TASK DESCRIPTION: Your answer must be an exact copy of the records, minus any pictures.

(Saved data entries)
* * * *
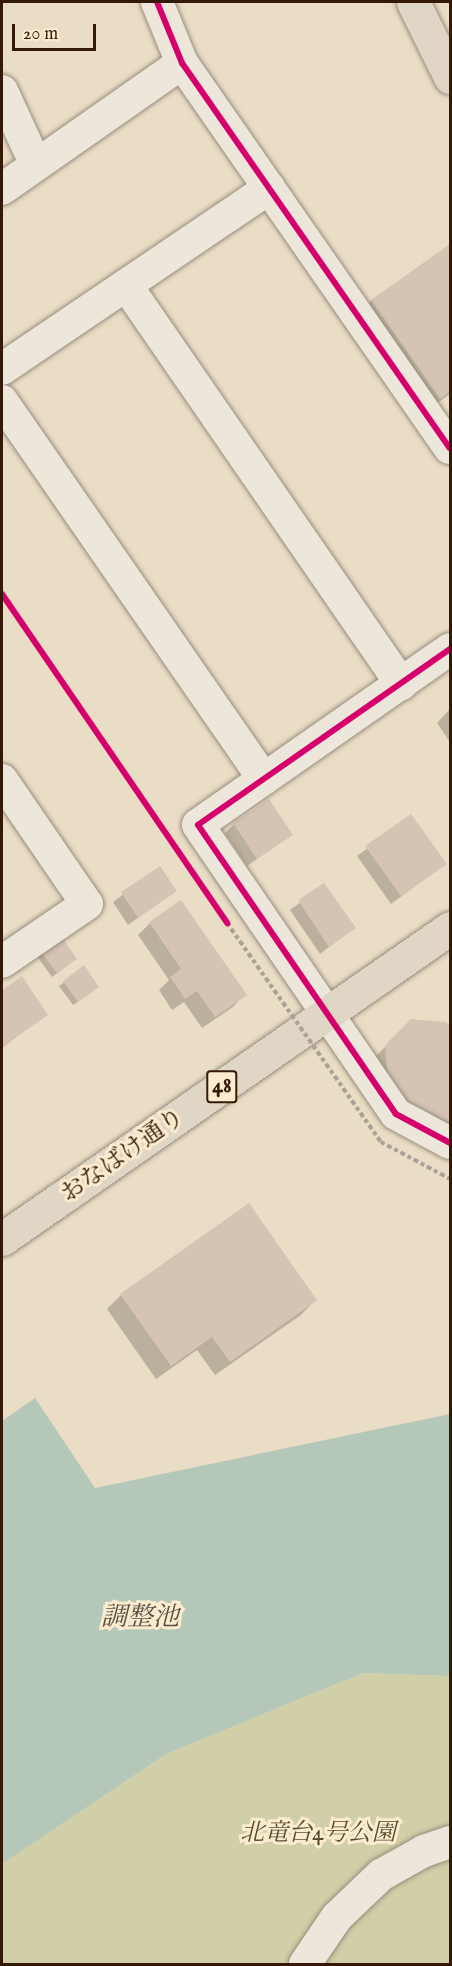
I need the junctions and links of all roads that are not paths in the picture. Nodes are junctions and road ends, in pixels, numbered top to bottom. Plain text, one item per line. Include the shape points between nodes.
1 (157, 2) edge
2 (413, 2) edge
3 (182, 63) junction
4 (450, 77) edge
5 (2, 91) edge
6 (36, 165) junction
7 (269, 188) junction
8 (2, 189) edge
9 (126, 285) junction
10 (2, 369) edge
11 (2, 401) edge
12 (450, 448) edge
13 (450, 650) edge
14 (401, 684) junction
15 (264, 779) junction
16 (2, 780) edge
17 (450, 928) edge
18 (2, 962) edge
19 (327, 1014) junction
20 (450, 1143) edge
21 (2, 1239) edge
22 (450, 1842) edge
23 (304, 1965) edge

1 - 3 street
2 - 4 main road
3 - 6 street
3 - 7 street
5 - 6 street
6 - 8 street
7 - 9 street
7 - 12 street
9 - 10 street
9 - 14 street
11 - 15 street
13 - 14 street
14 - 15 street
15 - 19 street via 198,825
16 - 18 street via 87,904
17 - 19 main road, おなばけ通り / 48
19 - 20 street via 396,1114
19 - 21 main road, おなばけ通り / 48
22 - 23 street via 424,1851 381,1875 337,1917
* * * *
THE ANSWER:
I need the junctions and links of all roads that are not paths in the picture. Nodes are junctions and road ends, in pixels, numbered top to bottom. Plain text, one item per line. Include the shape points between nodes.
1 (157, 2) edge
2 (413, 2) edge
3 (182, 63) junction
4 (450, 77) edge
5 (2, 91) edge
6 (36, 165) junction
7 (269, 188) junction
8 (2, 189) edge
9 (126, 285) junction
10 (2, 369) edge
11 (2, 401) edge
12 (450, 448) edge
13 (450, 650) edge
14 (401, 684) junction
15 (264, 779) junction
16 (2, 780) edge
17 (450, 928) edge
18 (2, 962) edge
19 (327, 1014) junction
20 (450, 1143) edge
21 (2, 1239) edge
22 (450, 1842) edge
23 (304, 1965) edge

1 - 3 street
2 - 4 main road
3 - 6 street
3 - 7 street
5 - 6 street
6 - 8 street
7 - 9 street
7 - 12 street
9 - 10 street
9 - 14 street
11 - 15 street
13 - 14 street
14 - 15 street
15 - 19 street via 198,825
16 - 18 street via 87,904
17 - 19 main road, おなばけ通り / 48
19 - 20 street via 396,1114
19 - 21 main road, おなばけ通り / 48
22 - 23 street via 424,1851 381,1875 337,1917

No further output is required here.